# Identifying Gene Co-Expression Modules in the Developing Human Brain

**Course**: MED263, "Bioinformatics Applications to Human Disease"  
**Preparer**: Kevin Chau (kkchau@ucsd.edu) (https://github.com/kkchau/MED263)

In this practical, we will be using R, along with other web-service tools, to identify and characterize gene co-expression modules from human brain developmental transcriptome expression data.
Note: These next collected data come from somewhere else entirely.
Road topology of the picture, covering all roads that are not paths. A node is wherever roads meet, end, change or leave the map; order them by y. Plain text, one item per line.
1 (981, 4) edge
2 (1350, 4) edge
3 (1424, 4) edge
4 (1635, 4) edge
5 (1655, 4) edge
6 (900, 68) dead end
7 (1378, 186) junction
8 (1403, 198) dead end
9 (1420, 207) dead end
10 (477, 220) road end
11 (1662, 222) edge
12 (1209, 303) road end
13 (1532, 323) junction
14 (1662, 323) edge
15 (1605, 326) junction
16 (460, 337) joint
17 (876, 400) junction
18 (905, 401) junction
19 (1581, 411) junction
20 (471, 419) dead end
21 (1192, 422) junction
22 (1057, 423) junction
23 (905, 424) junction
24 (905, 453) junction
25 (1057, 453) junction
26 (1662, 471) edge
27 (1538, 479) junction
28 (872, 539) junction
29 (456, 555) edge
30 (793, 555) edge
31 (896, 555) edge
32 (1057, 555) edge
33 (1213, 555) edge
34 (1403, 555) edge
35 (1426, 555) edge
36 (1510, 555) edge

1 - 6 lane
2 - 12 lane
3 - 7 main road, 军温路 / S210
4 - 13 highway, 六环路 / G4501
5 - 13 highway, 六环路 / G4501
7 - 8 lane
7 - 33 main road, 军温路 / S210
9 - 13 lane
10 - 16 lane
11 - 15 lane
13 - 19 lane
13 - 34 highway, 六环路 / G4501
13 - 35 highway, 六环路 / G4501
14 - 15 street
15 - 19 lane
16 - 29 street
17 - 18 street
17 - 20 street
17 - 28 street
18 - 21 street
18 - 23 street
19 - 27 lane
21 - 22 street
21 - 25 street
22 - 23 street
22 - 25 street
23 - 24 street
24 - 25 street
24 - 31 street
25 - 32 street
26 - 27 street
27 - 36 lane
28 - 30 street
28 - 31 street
We will be using publicly available gene expression data from the BrianSpan Atlas, creating the networks with Weighted Gene Co-Expression Network Analysis in R, and characterizing these modules with ENRICHR.

## Set-Up
All of the following packages should already be installed if running from the corresponding Docker container
### Bioconductor packages


In [2]:
# source("https://bioconductor.org/biocLite.R")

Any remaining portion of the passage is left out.